Hello!
I am relative newcomer to SQL and PostgreSQL world, so please forgive me
if this question is stupid.
I am experiencing strange behaviour, where simple UPDATE of one field is
very slow, compared to INSERT into table with multiple indexes. I have
two tables - one with raw data records (about 24000), where one field
contains status information (varchar(10)). First table has no indexes,
only primary key (recid). Second table contains processed records - some
fields are same as first table, others are calculated during processing.
Records are processed by Python script, which uses PyPgSQL for PostgreSQL
access.
Processing is done by selecting all records from table1 where status
matches certain criteria (import). Each record is processed and results
are inserted into table2, after inserting status field on same record in
table1 is updated with new value (done). Update statement itself is
extremely simple: "update table1 set status = 'done' where recid = ..."

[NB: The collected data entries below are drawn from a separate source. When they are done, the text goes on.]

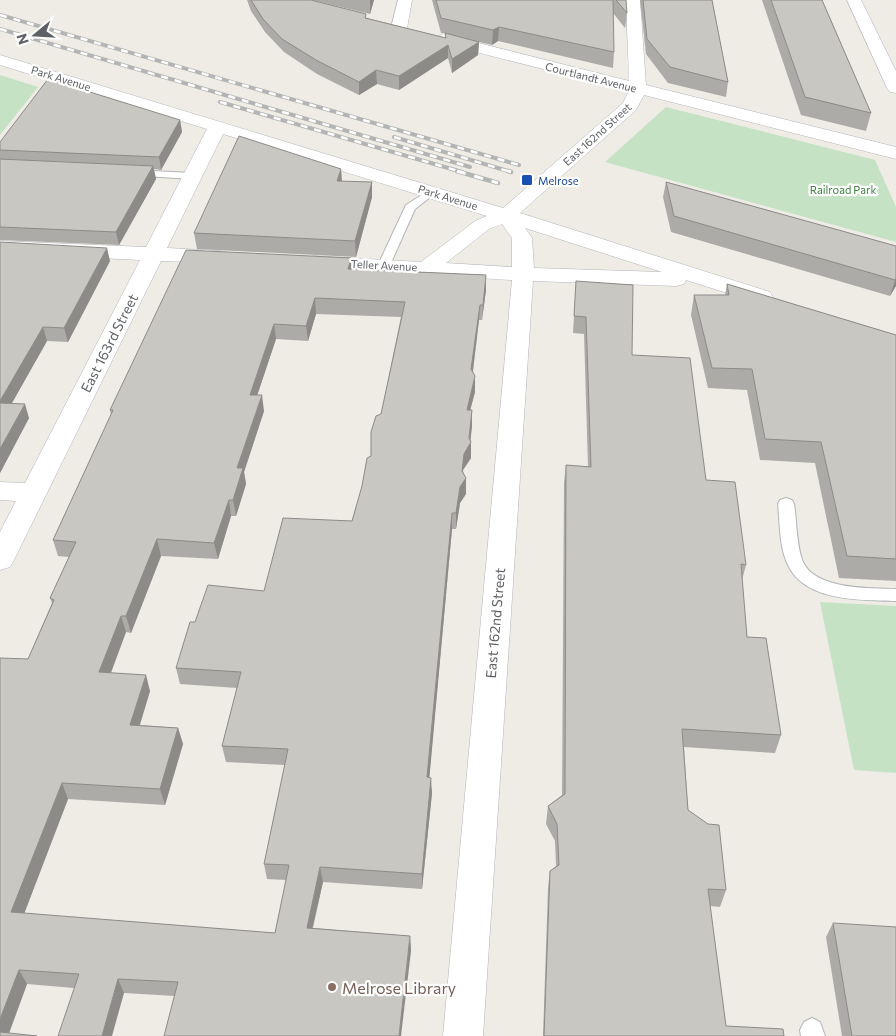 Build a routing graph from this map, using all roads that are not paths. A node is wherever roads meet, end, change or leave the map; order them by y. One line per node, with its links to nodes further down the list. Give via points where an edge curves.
1 (405, 0): 5 (street)
2 (633, 0): 8 (street, East 162nd Street)
3 (854, 0): 7 (street)
4 (380, 23): 5 (street, Courtlandt Avenue)
5 (399, 28): 8 (street, Courtlandt Avenue)
6 (0, 60): 9 (street, Park Avenue)
7 (896, 88)
8 (638, 89): 10 (street, Courtlandt Avenue); 14 (street, East 162nd Street, via 630,106)
9 (217, 127): 12 (street, East 163rd Street); 13 (street, Park Avenue)
10 (896, 153)
11 (119, 172): 12 (lane)
12 (192, 176): 16 (street, East 163rd Street)
13 (431, 192): 14 (street, Park Avenue); 19 (lane, via 410,207)
14 (506, 215): 20 (street, East 162nd Street, via 482,225); 21 (street, East 162nd Street, via 522,238); 22 (street, Park Avenue)
15 (0, 247): 16 (street)
16 (154, 254): 17 (street); 25 (street, East 163rd Street)
17 (240, 258)
18 (298, 261): 19 (street, Teller Avenue)
19 (384, 265): 20 (street, Teller Avenue)
20 (428, 268): 21 (street, Teller Avenue)
21 (523, 274): 22 (street, Teller Avenue); 29 (street, East 162nd Street)
22 (707, 280): 23 (street, Park Avenue)
23 (783, 303)
24 (0, 491): 25 (street)
25 (33, 493): 27 (street, East 163rd Street)
26 (786, 504): 28 (lane, via 796,565 806,576 839,591)
27 (0, 560)
28 (896, 596)
29 (463, 1036)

Most interesting is, that insert takes 0.004 seconds in average, but
update takes 0.255 seconds in average. Processing of 24000 records took
around 1 hour 20 minutes.
Then i changed processing logic not to update every record in table1
after processing. Instead i did insert recid value into temporary table
and updated records in table1 after all records were processed and
inserted into table2:
UPDATE table1 SET Status = 'done' WHERE recid IN (SELECT recid FROM temptable)
This way i got processing time of 24000 records down to about 16 minutes.
About 13 minutes from this took last UPDATE statement.
Why is UPDATE so slow compared to INSERT? I would expect more or less
similar performance, or slower on insert since table2 has four indexes
in addition to primary key, table1 has only primary key, which is used
on update. Am i doing something wrong or is this normal?
I am using PostgreSQL 7.3.4, Debian/GNU Linux 3.0 (Woody),
kernel 2.4.21, Python 2.3.2, PyPgSQL 2.4
--
Ivar Zarans